Le groupe écologiste et citoyen EELV de la Région Nouvelle-Aquitaine regrette que le Ministère de l’environnement ait été contraint d’accorder cette autorisation par le tribunal administratif de Pau au motif qu’une prolongation d’un permis d’exploration serait de droit.

Les deux sociétés titulaires des permis ont annoncé vouloir réaliser cinq forages d’exploration dans les Pyrénées-Atlantiques. Alors que notre Région s’engage dans un processus de transition énergétique, il est aberrant d’y prolonger l’exploitation des hydrocarbures et plus encore de rechercher de nouvelles sources d’énergie carbonée.

Il reste néanmoins que les écologistes seront extrêmement vigilants aux conditions de l’exploration mais également à ses fins. En effet, il ne faudrait pas que ce permis de recherche d’hydrocarbures classiques soit le prétexte à une exploration et une future exploitation d’hydrocarbures « non conventionnels« .

Le code minier ne fait actuellement pas de distinction entre les différents types d’hydrocarbures et ouvre la voie à la recherche de gaz de schistes.

A l’heure où Donald Trump relance l’industrie du charbon en Amérique du Nord et où les sociétés de recherche et d’exploitation d’hydrocarbures font monter la pression pour autoriser les gaz de schistes en France et Europe, il devient urgent de réformer notre code minier.

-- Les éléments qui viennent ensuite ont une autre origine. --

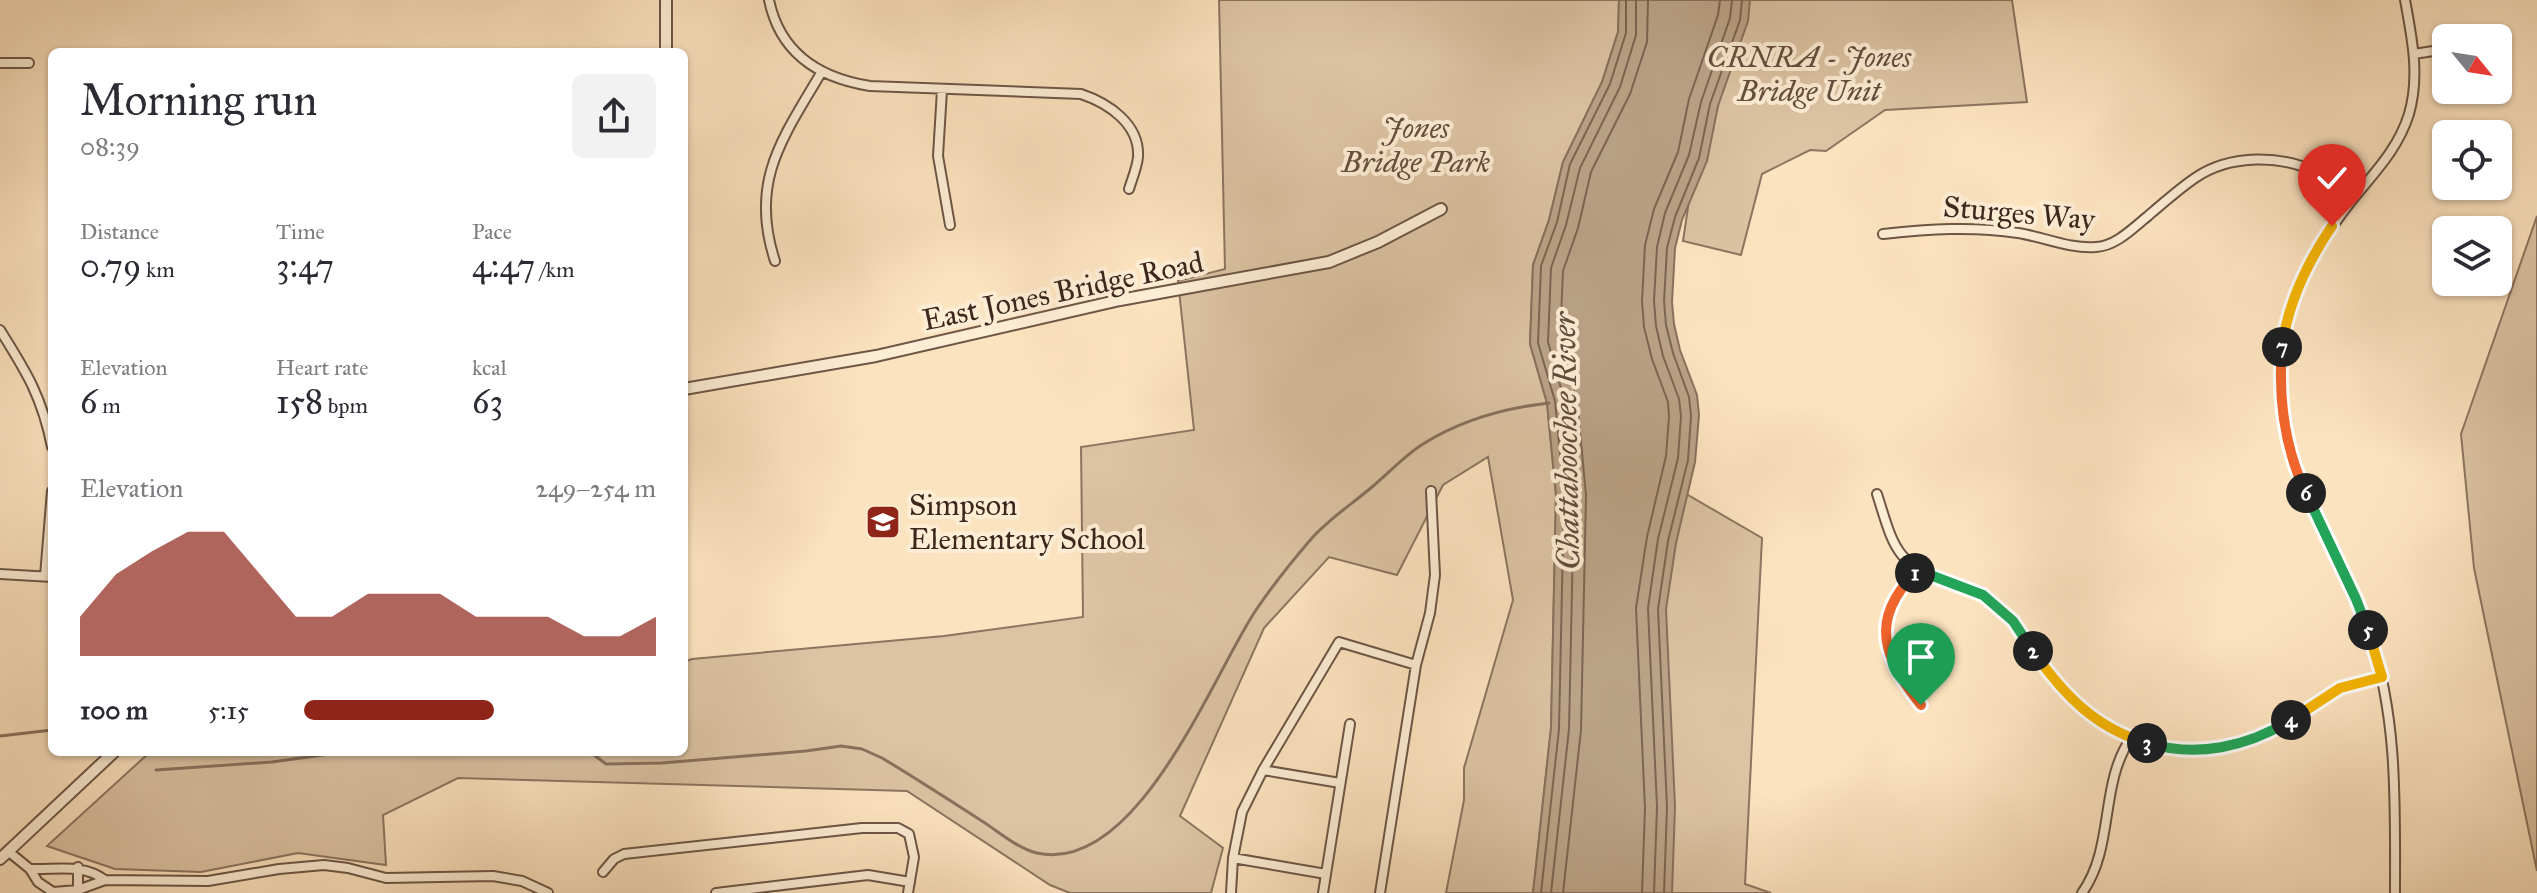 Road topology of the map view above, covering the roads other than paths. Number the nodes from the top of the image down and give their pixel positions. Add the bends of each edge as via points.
1 (666, 0) edge
2 (769, 0) edge
3 (2405, 0) edge
4 (666, 48) edge
5 (2432, 51) edge
6 (2414, 54) junction
7 (0, 63) edge
8 (29, 63) dead end
9 (821, 73) junction
10 (942, 90) junction
11 (1129, 189) dead end
12 (2353, 199) junction
13 (1441, 209) dead end
14 (950, 225) dead end
15 (1883, 234) dead end
16 (775, 261) dead end
17 (0, 330) edge
18 (688, 388) edge
19 (48, 428) edge
20 (1431, 491) dead end
21 (1877, 494) dead end
22 (1917, 570) junction
23 (0, 574) edge
24 (48, 577) edge
25 (1416, 665) junction
26 (2382, 677) junction
27 (1921, 705) dead end
28 (1350, 724) dead end
29 (2131, 738) junction
30 (110, 756) edge
31 (1263, 770) junction
32 (1340, 783) junction
33 (4, 856) edge
34 (1233, 858) junction
35 (78, 867) junction
36 (30, 869) junction
37 (603, 872) dead end
38 (1326, 874) junction
39 (105, 880) junction
40 (910, 882) junction
41 (78, 890) junction
42 (548, 893) edge
43 (716, 893) edge
44 (908, 893) edge
45 (1231, 893) edge
46 (1323, 893) edge
47 (1380, 893) edge
48 (2082, 893) edge
49 (2395, 893) edge

1 - 4 street
2 - 9 street via 784,39
3 - 6 street
5 - 6 street
6 - 12 street via 2413,93 2403,131
7 - 8 street
9 - 10 street via 870,86
9 - 16 street via 782,139 767,182 766,234
10 - 11 street via 1081,94 1102,101 1133,135 1138,156
10 - 14 street via 938,156
12 - 15 street, Sturges Way via 2303,167 2248,160 2197,176 2129,231 2101,246 2069,246 2020,233 1970,228
12 - 26 street via 2318,248 2294,298 2282,344 2280,397 2294,469 2356,599
13 - 18 street, East Jones Bridge Road via 1329,262 1120,300 876,356
17 - 19 street via 29,376
20 - 25 street via 1435,575
21 - 22 street via 1899,552
22 - 27 street via 1894,600 1886,638 1894,669
22 - 29 street via 1995,603 2067,696
23 - 24 street
25 - 31 street via 1339,642
25 - 47 street
26 - 29 street via 2340,688 2280,727 2234,745 2181,750
26 - 49 street via 2395,772
28 - 32 street
29 - 48 street via 2112,784 2099,859
30 - 33 street
31 - 32 street
31 - 34 street via 1242,812
32 - 38 street
33 - 36 street
34 - 38 street
34 - 45 street
35 - 36 street
35 - 39 street
35 - 41 street
36 - 41 street via 53,892
37 - 40 street via 624,854 898,828 909,834 914,857
38 - 46 street
39 - 41 street
39 - 42 street via 208,881 324,865 386,878 493,876
40 - 43 street via 868,875
40 - 44 street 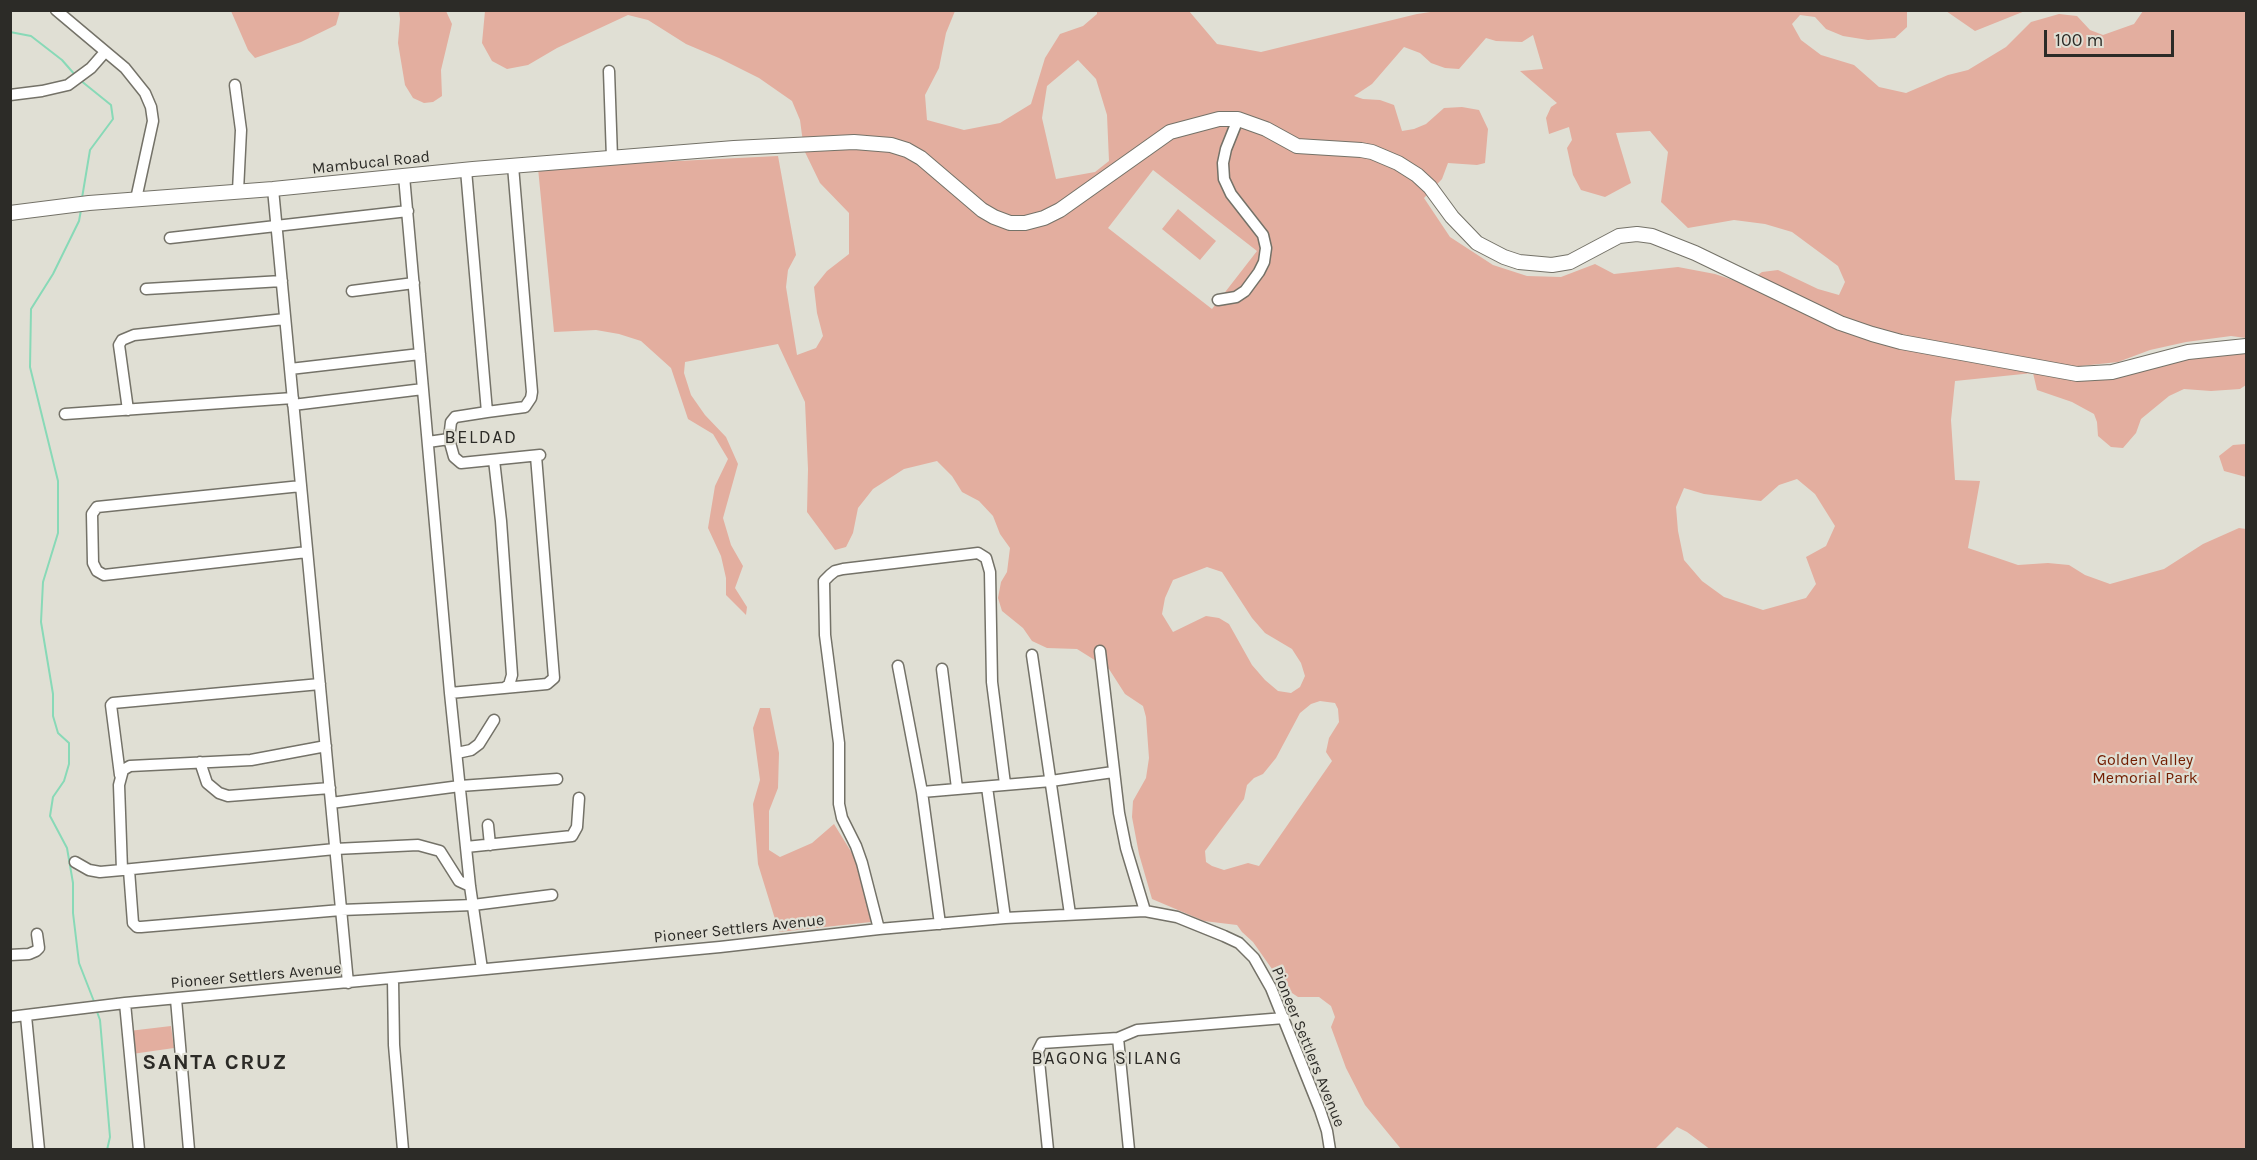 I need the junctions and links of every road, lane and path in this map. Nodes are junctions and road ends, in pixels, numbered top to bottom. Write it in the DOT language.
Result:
graph roads {
  1 [pos="56,10"];
  2 [pos="105,52"];
  3 [pos="609,71"];
  4 [pos="235,85"];
  5 [pos="10,95"];
  6 [pos="1238,119"];
  7 [pos="612,158"];
  8 [pos="513,166"];
  9 [pos="466,170"];
  10 [pos="404,176"];
  11 [pos="273,189"];
  12 [pos="238,191"];
  13 [pos="136,199"];
  14 [pos="408,211"];
  15 [pos="10,213"];
  16 [pos="276,226"];
  17 [pos="170,238"];
  18 [pos="282,281"];
  19 [pos="414,283"];
  20 [pos="146,289"];
  21 [pos="352,291"];
  22 [pos="1218,300"];
  23 [pos="285,319"];
  24 [pos="2247,346"];
  25 [pos="420,354"];
  26 [pos="290,369"];
  27 [pos="423,389"];
  28 [pos="293,401"];
  29 [pos="128,410"];
  30 [pos="488,412"];
  31 [pos="65,414"];
  32 [pos="449,439"];
  33 [pos="428,442"];
  34 [pos="494,460"];
  35 [pos="301,486"];
  36 [pos="307,552"];
  37 [pos="1100,651"];
  38 [pos="1032,655"];
  39 [pos="898,666"];
  40 [pos="942,669"];
  41 [pos="320,684"];
  42 [pos="504,688"];
  43 [pos="450,693"];
  44 [pos="494,720"];
  45 [pos="326,746"];
  46 [pos="457,753"];
  47 [pos="200,762"];
  48 [pos="1113,772"];
  49 [pos="120,775"];
  50 [pos="557,779"];
  51 [pos="1051,781"];
  52 [pos="1005,784"];
  53 [pos="460,786"];
  54 [pos="987,787"];
  55 [pos="957,788"];
  56 [pos="330,789"];
  57 [pos="922,792"];
  58 [pos="579,798"];
  59 [pos="331,802"];
  60 [pos="488,825"];
  61 [pos="490,845"];
  62 [pos="466,847"];
  63 [pos="335,849"];
  64 [pos="75,862"];
  65 [pos="125,870"];
  66 [pos="470,886"];
  67 [pos="552,895"];
  68 [pos="473,905"];
  69 [pos="341,910"];
  70 [pos="1145,911"];
  71 [pos="1070,914"];
  72 [pos="1005,918"];
  73 [pos="940,924"];
  74 [pos="879,929"];
  75 [pos="37,934"];
  76 [pos="10,955"];
  77 [pos="482,969"];
  78 [pos="393,979"];
  79 [pos="348,983"];
  80 [pos="176,999"];
  81 [pos="125,1003"];
  82 [pos="26,1016"];
  83 [pos="10,1017"];
  84 [pos="1284,1018"];
  85 [pos="1118,1038"];
  86 [pos="39,1149"];
  87 [pos="139,1149"];
  88 [pos="189,1149"];
  89 [pos="403,1149"];
  90 [pos="1048,1149"];
  91 [pos="1129,1149"];
  92 [pos="1330,1149"];
  1 -- 2 [label="street"];
  2 -- 5 [label="street"];
  2 -- 13 [label="street"];
  3 -- 7 [label="street"];
  4 -- 12 [label="street"];
  6 -- 7 [label="main road, Mambucal Road"];
  6 -- 22 [label="street"];
  6 -- 24 [label="main road"];
  7 -- 8 [label="main road, Mambucal Road"];
  8 -- 9 [label="main road, Mambucal Road"];
  8 -- 30 [label="street"];
  9 -- 10 [label="main road, Mambucal Road"];
  9 -- 30 [label="street"];
  10 -- 11 [label="main road, Mambucal Road"];
  10 -- 14 [label="street"];
  11 -- 12 [label="main road, Mambucal Road"];
  11 -- 16 [label="street"];
  12 -- 13 [label="main road, Mambucal Road"];
  13 -- 15 [label="main road, Mambucal Road"];
  14 -- 16 [label="street"];
  14 -- 19 [label="street"];
  16 -- 17 [label="street"];
  16 -- 18 [label="street"];
  18 -- 20 [label="street"];
  18 -- 23 [label="street"];
  19 -- 21 [label="street"];
  19 -- 25 [label="street"];
  23 -- 26 [label="street"];
  23 -- 29 [label="street"];
  25 -- 26 [label="street"];
  25 -- 27 [label="street"];
  26 -- 28 [label="street"];
  27 -- 28 [label="street"];
  27 -- 33 [label="street"];
  28 -- 29 [label="street"];
  28 -- 35 [label="street"];
  29 -- 31 [label="street"];
  30 -- 32 [label="street"];
  32 -- 33 [label="street"];
  32 -- 34 [label="street"];
  33 -- 43 [label="street"];
  34 -- 42 [label="street"];
  34 -- 42 [label="street"];
  35 -- 36 [label="street"];
  35 -- 36 [label="street"];
  36 -- 41 [label="street"];
  37 -- 48 [label="street"];
  38 -- 51 [label="street"];
  39 -- 57 [label="street"];
  40 -- 55 [label="street"];
  41 -- 45 [label="street"];
  41 -- 49 [label="street"];
  42 -- 43 [label="street"];
  43 -- 46 [label="street"];
  44 -- 46 [label="street"];
  45 -- 47 [label="street"];
  45 -- 56 [label="street"];
  46 -- 53 [label="street"];
  47 -- 49 [label="street"];
  47 -- 56 [label="street"];
  48 -- 51 [label="street"];
  48 -- 70 [label="street"];
  49 -- 65 [label="street"];
  50 -- 53 [label="street"];
  51 -- 52 [label="street"];
  51 -- 71 [label="street"];
  52 -- 54 [label="street"];
  52 -- 74 [label="street"];
  53 -- 59 [label="street"];
  53 -- 62 [label="street"];
  54 -- 55 [label="street"];
  54 -- 72 [label="street"];
  55 -- 57 [label="street"];
  56 -- 59 [label="street"];
  57 -- 73 [label="street"];
  58 -- 61 [label="street"];
  59 -- 63 [label="street"];
  60 -- 61 [label="street"];
  61 -- 62 [label="street"];
  62 -- 66 [label="street"];
  63 -- 65 [label="street"];
  63 -- 66 [label="street"];
  63 -- 69 [label="street"];
  64 -- 65 [label="street"];
  65 -- 69 [label="street"];
  66 -- 68 [label="street"];
  67 -- 68 [label="street"];
  68 -- 69 [label="street"];
  68 -- 77 [label="street"];
  69 -- 79 [label="street"];
  70 -- 71 [label="street, Pioneer Settlers Avenue"];
  70 -- 84 [label="street, Pioneer Settlers Avenue"];
  71 -- 72 [label="street, Pioneer Settlers Avenue"];
  72 -- 73 [label="street, Pioneer Settlers Avenue"];
  73 -- 74 [label="street, Pioneer Settlers Avenue"];
  74 -- 77 [label="street, Pioneer Settlers Avenue"];
  75 -- 76 [label="street"];
  77 -- 78 [label="street, Pioneer Settlers Avenue"];
  78 -- 79 [label="street, Pioneer Settlers Avenue"];
  78 -- 89 [label="street"];
  79 -- 80 [label="street, Pioneer Settlers Avenue"];
  80 -- 81 [label="street, Pioneer Settlers Avenue"];
  80 -- 88 [label="street"];
  81 -- 82 [label="street, Pioneer Settlers Avenue"];
  81 -- 87 [label="street"];
  82 -- 83 [label="street, Pioneer Settlers Avenue"];
  82 -- 86 [label="street"];
  84 -- 85 [label="street"];
  84 -- 92 [label="street, Pioneer Settlers Avenue"];
  85 -- 90 [label="street"];
  85 -- 91 [label="street"];
}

Annoncée depuis cinq ans, la réforme du code minier français a fait l’objet en janvier d’une première lecture devant les députés. Les premiers éléments du projet de loi ne sont pas encourageants. Les processus de consultation publique seraient facultatifs et l’État ne pourrait refuser un titre minier que s’il apporte la preuve d’une « conséquence grave et irréversible » pour l’environnement.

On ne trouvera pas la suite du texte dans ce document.